GRADE DATA CAVEAT: CT.gov posted results report AEs split into Serious vs Other(non-serious, >=5%) categories, NOT by CTCAE grade. All toxicity_rows therefore use grade_bucket="Any" with the non-serious >=5% incidence as the headline figure; material serious-AE counts are given in the row notes. Pleural effusion is reported at the ESMO 2024 any-grade values (44.2% at 2.7 mg/kg; 28.8% at 2.0 mg/kg; tier D) because the registry split (non-serious 33.7%/27.8% + serious 14.0%/7.8%) understates the true any-grade union. Overall Grade >=3 TEAE rate was >50% (ESMO 2024).
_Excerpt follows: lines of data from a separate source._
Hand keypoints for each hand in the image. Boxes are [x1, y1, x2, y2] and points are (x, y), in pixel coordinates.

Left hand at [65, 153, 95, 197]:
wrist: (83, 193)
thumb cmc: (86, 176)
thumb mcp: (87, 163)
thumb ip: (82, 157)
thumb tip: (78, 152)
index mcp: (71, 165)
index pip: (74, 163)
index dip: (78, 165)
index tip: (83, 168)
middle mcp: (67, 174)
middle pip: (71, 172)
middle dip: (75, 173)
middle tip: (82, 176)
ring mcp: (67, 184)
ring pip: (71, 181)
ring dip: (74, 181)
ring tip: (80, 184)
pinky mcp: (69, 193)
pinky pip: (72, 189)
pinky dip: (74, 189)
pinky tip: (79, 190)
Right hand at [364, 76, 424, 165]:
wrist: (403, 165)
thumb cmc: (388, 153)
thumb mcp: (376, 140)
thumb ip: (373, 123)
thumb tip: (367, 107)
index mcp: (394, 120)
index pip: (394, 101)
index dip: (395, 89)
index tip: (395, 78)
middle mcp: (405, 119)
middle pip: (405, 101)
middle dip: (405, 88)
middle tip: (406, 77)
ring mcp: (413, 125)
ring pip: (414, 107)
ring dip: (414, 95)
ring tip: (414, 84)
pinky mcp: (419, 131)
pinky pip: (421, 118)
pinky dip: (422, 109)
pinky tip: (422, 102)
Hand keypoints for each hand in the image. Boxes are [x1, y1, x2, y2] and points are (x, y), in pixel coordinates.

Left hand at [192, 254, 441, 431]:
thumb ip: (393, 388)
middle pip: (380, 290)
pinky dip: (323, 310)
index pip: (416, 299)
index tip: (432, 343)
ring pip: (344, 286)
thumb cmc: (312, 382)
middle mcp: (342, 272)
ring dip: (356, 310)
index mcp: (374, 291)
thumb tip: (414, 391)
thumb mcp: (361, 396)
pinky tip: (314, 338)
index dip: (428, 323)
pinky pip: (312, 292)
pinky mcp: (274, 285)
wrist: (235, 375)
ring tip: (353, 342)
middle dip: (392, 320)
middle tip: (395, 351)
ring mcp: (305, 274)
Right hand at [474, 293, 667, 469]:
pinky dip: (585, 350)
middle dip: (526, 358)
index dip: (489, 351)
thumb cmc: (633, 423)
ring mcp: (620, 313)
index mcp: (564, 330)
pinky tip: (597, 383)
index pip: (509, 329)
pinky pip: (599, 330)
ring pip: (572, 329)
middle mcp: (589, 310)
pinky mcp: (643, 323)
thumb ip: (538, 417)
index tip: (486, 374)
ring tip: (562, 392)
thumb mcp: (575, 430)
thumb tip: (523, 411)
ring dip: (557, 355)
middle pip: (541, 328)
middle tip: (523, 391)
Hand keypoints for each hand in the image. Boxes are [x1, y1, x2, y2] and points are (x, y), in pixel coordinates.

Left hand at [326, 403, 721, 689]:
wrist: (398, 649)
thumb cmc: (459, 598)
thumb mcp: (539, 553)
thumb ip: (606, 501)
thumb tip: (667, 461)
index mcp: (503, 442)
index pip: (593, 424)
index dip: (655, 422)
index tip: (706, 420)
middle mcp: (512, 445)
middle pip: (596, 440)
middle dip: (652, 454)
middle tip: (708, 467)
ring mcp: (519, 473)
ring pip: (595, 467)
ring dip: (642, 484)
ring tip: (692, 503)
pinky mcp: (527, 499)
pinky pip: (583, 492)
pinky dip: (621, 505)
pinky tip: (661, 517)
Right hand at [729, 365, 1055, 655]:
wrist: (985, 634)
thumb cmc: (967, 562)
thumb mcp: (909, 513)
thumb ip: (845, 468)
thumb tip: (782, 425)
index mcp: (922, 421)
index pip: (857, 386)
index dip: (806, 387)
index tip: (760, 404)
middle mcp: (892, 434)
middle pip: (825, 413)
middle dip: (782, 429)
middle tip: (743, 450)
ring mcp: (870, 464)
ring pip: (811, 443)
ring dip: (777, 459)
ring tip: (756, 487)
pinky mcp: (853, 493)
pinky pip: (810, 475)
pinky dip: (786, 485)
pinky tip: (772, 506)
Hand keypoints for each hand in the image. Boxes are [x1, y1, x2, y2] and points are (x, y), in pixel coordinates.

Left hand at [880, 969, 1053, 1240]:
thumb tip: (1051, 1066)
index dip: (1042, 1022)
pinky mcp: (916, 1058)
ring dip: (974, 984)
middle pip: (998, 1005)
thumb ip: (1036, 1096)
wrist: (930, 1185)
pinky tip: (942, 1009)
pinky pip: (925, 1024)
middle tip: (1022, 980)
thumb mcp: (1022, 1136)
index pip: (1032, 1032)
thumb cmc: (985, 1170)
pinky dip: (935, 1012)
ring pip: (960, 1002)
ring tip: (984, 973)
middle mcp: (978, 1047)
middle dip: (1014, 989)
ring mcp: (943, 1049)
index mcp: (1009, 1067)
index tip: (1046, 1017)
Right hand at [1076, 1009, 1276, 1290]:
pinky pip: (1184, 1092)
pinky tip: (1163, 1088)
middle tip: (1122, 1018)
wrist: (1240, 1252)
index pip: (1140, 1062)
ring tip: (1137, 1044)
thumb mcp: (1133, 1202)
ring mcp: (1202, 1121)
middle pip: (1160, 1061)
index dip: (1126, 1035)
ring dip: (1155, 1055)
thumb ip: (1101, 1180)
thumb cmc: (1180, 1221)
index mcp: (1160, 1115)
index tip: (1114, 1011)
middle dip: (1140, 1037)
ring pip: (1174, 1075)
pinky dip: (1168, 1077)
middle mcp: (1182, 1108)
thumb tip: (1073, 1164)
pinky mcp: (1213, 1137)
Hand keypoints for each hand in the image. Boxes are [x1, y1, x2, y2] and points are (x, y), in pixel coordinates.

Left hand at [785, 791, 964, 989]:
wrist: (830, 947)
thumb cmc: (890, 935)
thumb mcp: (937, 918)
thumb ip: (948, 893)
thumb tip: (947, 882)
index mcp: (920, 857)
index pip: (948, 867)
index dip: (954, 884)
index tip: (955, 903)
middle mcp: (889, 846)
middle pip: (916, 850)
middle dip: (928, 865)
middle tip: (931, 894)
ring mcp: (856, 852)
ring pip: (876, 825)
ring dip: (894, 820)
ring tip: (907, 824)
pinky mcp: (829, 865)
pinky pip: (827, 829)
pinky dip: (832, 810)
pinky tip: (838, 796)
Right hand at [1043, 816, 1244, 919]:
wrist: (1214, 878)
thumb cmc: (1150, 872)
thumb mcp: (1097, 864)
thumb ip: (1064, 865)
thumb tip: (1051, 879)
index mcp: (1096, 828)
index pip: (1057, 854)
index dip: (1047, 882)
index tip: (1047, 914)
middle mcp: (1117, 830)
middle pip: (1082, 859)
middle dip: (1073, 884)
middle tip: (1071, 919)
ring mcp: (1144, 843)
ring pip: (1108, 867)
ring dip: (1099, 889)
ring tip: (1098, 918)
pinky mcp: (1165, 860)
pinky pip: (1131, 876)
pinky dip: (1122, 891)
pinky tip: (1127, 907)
HALLMARK TOXICITIES not in the organ_system enum: pericardial effusion (serosal; pooled TAMARACK 15.3%; 2.7 mg/kg non-serious 15.1% + serious 5.8%; 2.0 mg/kg 14.4% + 1.1%) and palmar-plantar erythrodysaesthesia (PPE) syndrome (2.7 mg/kg 27.9% (24/86); 2.0 mg/kg 21.1% (19/90); pooled 23.3%). Also prominent: asthenia (2.7 mg/kg 60.5%, 2.0 mg/kg 52.2%), peripheral oedema (40.7%/36.7%), decreased appetite (40.7%/36.7%), fatigue (23.3%/27.8%). Pericardial/pleural effusions were the doses-limiting serosal-toxicity theme that, with fatal pneumonitis, drove the program's discontinuation.
Sources: ADCdb DRG0DEGEG and linker LIN0HGTZQ (idrblab.net); ClinicalTrials.gov NCT05551117 (TAMARACK) posted results (authoritative AE source); MacroGenics ESMO 2024 abstract 1654P via UroToday/MacroGenics coverage; Shenderov et al., ESMO 2021 poster 620P, MGC018 Phase 1 cohort expansion (NCT03729596); shared seco-DUBA/vc-seco-DUBA chemistry per trastuzumab-duocarmazine DB row.